Since the early 1900’s, we have been using a drug called Penicillin to treat bacterial infections in the human body, but something a lot of people don’t know is that it was discovered quite by accident by a Scottish scientist named Sir Alexander Fleming in the year 1928.

In his laboratory in St. Mary’s Hospital in London, he discovered that the mold Penicillium notatum had found its way into a culture dish of Staphylococcus and was inhibiting its growth.

He thought initially that it could be a good disinfectant and noted that it was highly effective, but was minimally toxic.
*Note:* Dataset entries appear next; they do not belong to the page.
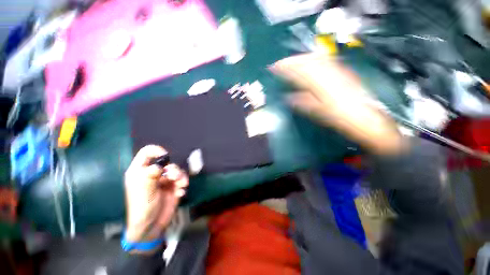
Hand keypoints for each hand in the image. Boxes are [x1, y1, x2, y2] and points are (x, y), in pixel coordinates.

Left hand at [124, 145, 187, 245]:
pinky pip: (182, 179)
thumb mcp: (144, 190)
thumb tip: (159, 166)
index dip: (156, 151)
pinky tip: (180, 192)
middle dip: (173, 169)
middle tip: (174, 177)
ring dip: (181, 176)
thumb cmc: (142, 207)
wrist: (152, 225)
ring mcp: (165, 180)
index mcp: (141, 171)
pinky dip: (183, 184)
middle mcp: (154, 173)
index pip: (147, 153)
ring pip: (177, 170)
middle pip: (167, 162)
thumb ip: (150, 175)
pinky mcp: (174, 186)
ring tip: (181, 185)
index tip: (165, 157)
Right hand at [271, 53, 404, 154]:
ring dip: (302, 58)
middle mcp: (328, 74)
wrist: (367, 119)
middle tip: (281, 63)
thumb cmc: (341, 119)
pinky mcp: (343, 72)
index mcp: (320, 85)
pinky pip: (326, 60)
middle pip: (307, 61)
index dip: (286, 68)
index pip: (299, 72)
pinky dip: (314, 59)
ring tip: (292, 61)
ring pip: (316, 58)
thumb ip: (303, 103)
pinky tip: (310, 62)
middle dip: (292, 60)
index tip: (275, 67)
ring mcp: (337, 71)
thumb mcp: (319, 113)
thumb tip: (289, 98)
The importance of his discovery was not really known at the time and the use of penicillin did not really begin until the 1940’s.

Howard Florey and three of his colleagues at Oxford University started to research further into penicillin.

The ability that it had to kill infectious bacteria was particularly interesting, but since the country was in the middle of World War II, it was unable to gather the funds necessary to produce mass amounts of the penicillin required for clinical trials and looked to the United States for assistance.

A search worldwide began for the perfect strain of penicillin mold that would produce the largest amount of the mold when it was grown in a vat containing corn steep liquor and strangely, it was not found abroad, but right at home in Peoria in a market next to the lab assisting Oxford with the production of the mold.

By almost the end of 1941, Andrew J. Moyer, a mold nutrition expert, succeeded in multiplying the penicillin production by 10 times and by the year 1943, the clinical trials needed to approve the penicillin doses for public use.

These doses were extremely expensive in the year 1940, but as time went on, they became much less costly, being around $20 a dose in July of 1943, and around fifty cents per dose in 1946.

About four years after penicillin had begun being produced on a large scale in 1943, bacteria and other microbes started resisting it.

Staphylococcus aureus was one of the first to effectively battle penicillin and while it is a normal, mostly harmless inhabitant of the human body, it can cause pneumonia or TSS (toxic shock syndrome, associated with the use of tampons) when it begins to multiply in large numbers. It then begins to produce a toxin and this is what makes the person ill.